The Albatross expedition (Albatrossexpeditionen) was a Swedish oceanographic expedition that between July 4, 1947, and October 3, 1948, sailed around the world for 15 months covering 45 000 nautical miles. The expedition is considered the second largest Swedish research expedition after the Vega expedition. The expedition was very successful, received international attention, and is considered one of the important steps in the history of oceanography.

==The Albatross==
The expedition was carried out on board the newly built training ship Albatross. The 70 meter long and 11 meter wide vessel was a combined motor and sailing vessel. The Boström line (Broströmskoncernen) had just built the student ship to train prospective ship's officers and this vessel with associated crew was lent to the expedition.

Since the Boström line lent the ship at almost no cost, the expedition could be financed and carried out with only private donations. The leader of the expedition was Swedish physicist and oceanographer Hans Pettersson.

The main task of the expedition was to take up to 20 m long sediment cores from the ocean floor. This was made using a newly developed corer, known as piston sampler, developed by Börje Kullenberg. Until then the longest cores that could be taken were 2 m.

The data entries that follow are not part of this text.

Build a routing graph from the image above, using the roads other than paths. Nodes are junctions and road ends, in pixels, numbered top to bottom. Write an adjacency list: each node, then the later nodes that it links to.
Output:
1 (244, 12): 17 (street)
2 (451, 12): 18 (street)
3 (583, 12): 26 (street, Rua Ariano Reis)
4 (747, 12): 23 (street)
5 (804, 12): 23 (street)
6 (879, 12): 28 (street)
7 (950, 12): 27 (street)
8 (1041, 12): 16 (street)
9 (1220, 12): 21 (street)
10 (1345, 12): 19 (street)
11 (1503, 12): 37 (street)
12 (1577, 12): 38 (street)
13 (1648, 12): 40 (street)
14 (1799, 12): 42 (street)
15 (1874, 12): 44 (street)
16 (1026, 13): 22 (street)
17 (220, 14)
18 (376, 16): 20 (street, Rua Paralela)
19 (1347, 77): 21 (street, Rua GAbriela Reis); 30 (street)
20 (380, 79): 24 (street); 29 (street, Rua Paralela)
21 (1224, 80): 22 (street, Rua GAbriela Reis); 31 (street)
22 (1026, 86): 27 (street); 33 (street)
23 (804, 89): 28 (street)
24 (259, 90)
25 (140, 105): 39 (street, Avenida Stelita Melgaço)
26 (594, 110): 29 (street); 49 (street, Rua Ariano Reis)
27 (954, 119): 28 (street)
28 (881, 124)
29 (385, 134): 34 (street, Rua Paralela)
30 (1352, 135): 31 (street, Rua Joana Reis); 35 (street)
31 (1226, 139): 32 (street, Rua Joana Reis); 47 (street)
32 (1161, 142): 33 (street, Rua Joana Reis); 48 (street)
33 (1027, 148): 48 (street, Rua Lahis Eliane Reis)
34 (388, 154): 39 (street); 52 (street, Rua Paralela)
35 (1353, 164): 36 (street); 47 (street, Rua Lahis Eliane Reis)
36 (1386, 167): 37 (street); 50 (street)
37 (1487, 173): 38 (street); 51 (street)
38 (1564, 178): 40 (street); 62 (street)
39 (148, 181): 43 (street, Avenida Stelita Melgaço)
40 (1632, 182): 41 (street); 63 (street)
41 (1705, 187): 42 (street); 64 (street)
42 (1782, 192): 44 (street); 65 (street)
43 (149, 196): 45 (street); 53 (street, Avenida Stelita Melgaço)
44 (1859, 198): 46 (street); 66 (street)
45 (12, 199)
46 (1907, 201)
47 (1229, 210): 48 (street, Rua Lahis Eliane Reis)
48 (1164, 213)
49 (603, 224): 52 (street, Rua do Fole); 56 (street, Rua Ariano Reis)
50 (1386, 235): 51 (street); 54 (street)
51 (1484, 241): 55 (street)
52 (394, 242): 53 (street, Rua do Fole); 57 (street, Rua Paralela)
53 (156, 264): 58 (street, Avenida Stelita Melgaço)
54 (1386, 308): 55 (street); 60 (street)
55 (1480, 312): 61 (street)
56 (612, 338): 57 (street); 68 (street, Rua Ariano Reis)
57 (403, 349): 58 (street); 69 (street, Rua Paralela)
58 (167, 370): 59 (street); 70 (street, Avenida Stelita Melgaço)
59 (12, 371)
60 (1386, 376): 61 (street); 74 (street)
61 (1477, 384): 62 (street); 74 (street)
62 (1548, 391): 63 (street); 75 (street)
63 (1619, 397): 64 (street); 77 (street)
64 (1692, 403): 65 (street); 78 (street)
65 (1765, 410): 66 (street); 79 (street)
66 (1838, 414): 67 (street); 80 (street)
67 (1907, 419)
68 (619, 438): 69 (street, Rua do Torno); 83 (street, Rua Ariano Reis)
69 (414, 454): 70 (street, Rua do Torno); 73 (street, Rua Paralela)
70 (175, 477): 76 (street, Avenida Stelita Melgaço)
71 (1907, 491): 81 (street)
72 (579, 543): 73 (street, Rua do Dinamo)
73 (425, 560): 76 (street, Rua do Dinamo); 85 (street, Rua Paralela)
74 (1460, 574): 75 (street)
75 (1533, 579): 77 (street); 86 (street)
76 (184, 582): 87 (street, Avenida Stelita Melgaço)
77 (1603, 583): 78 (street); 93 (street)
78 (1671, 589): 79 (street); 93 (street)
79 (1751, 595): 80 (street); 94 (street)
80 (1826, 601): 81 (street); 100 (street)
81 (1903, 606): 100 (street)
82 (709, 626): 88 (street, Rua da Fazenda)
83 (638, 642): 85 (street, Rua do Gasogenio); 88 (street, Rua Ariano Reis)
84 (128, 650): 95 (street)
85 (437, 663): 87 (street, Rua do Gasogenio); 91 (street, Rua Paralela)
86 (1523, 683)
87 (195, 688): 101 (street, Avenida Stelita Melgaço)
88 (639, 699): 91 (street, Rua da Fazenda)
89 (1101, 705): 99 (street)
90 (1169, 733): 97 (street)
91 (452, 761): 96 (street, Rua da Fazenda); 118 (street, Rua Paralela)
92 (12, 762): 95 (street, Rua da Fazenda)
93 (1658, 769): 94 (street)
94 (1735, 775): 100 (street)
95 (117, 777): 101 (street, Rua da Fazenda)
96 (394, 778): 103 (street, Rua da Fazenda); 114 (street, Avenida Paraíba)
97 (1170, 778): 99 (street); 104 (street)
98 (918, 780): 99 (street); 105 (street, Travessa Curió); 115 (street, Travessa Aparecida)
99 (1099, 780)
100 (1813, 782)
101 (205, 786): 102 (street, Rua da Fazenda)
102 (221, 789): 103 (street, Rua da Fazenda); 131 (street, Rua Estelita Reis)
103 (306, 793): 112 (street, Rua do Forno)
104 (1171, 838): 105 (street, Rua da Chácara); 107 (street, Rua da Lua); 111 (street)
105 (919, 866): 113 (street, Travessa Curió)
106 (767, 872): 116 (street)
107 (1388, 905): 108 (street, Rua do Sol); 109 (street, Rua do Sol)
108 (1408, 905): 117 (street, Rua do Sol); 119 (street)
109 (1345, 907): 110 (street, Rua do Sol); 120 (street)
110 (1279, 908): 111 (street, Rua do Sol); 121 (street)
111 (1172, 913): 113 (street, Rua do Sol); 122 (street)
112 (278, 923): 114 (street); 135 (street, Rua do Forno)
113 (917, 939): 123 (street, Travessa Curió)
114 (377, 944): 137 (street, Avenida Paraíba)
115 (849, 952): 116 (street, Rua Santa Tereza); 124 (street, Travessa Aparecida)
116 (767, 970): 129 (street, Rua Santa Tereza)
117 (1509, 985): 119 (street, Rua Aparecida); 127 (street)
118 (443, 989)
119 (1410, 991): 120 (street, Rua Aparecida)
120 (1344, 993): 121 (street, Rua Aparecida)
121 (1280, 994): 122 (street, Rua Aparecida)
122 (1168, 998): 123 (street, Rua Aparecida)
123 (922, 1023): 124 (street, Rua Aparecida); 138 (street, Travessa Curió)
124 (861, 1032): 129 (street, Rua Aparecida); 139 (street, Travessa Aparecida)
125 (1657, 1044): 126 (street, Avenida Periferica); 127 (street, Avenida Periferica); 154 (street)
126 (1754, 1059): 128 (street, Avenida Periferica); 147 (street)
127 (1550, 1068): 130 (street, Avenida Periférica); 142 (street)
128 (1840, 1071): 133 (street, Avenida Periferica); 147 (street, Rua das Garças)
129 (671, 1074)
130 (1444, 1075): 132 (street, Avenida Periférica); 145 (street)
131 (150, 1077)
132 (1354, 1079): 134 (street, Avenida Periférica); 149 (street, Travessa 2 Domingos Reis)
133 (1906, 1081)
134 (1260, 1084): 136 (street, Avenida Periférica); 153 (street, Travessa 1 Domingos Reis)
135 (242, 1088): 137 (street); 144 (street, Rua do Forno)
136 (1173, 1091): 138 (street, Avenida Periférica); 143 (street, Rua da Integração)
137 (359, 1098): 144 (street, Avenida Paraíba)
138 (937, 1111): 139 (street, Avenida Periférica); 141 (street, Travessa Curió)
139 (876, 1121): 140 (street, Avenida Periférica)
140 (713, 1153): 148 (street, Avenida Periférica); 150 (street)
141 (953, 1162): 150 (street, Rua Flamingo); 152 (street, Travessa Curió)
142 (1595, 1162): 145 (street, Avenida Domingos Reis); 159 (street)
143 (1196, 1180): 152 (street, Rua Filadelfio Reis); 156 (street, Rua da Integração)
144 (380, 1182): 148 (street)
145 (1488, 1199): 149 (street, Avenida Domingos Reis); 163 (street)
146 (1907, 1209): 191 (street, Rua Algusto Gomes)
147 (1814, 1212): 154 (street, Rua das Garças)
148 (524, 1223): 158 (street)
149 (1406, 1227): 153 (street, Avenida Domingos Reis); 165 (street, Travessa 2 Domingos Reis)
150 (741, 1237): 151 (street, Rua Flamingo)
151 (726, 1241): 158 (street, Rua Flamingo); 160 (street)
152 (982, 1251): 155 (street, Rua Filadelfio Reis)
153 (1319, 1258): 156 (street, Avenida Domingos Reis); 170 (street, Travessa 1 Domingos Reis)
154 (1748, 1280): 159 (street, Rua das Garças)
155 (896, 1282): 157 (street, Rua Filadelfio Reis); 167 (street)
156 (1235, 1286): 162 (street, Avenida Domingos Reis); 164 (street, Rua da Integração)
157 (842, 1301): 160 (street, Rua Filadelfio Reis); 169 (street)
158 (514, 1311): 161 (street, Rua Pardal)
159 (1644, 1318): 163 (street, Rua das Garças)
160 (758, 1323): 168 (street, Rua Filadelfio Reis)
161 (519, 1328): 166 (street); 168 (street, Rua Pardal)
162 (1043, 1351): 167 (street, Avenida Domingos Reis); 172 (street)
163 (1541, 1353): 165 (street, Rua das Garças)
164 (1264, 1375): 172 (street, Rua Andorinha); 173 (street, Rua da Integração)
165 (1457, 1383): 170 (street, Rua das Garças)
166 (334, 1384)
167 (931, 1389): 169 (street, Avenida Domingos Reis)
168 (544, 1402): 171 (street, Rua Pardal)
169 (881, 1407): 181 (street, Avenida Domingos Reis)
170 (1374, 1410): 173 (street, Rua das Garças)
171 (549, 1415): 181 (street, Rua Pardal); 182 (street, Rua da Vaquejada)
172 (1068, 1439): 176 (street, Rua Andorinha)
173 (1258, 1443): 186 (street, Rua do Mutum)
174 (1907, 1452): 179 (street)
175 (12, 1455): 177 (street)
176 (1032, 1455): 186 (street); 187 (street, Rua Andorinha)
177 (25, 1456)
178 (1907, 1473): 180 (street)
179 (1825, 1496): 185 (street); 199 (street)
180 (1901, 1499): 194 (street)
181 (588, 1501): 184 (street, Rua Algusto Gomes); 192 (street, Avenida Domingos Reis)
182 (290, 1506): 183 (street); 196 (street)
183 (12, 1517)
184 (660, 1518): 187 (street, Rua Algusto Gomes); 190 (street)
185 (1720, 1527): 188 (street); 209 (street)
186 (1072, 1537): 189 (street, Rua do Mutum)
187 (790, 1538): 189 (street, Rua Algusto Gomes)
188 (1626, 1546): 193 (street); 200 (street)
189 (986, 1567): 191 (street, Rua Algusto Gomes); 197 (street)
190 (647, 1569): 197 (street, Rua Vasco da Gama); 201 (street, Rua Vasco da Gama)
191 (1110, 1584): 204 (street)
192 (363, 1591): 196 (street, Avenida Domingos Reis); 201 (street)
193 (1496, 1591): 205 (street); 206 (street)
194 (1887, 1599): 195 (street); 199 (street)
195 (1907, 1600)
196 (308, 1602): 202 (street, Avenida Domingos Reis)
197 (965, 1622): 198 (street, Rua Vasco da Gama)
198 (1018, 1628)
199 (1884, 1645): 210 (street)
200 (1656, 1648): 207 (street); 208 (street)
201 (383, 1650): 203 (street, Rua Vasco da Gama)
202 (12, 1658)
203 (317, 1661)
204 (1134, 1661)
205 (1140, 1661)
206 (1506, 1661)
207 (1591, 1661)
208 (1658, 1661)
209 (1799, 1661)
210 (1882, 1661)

The expedition also carried out the first seismic reflection measurements of the sediment thickness, using sink bombs. The results of the sediment studies were ground-breaking since they revealed that the sediment thickness increased away from the mid-oceanic ridges, along with the sediment accumulation time. This was one of several pieces of evidence that eventually led to the acceptance of the theory of plate tectonics.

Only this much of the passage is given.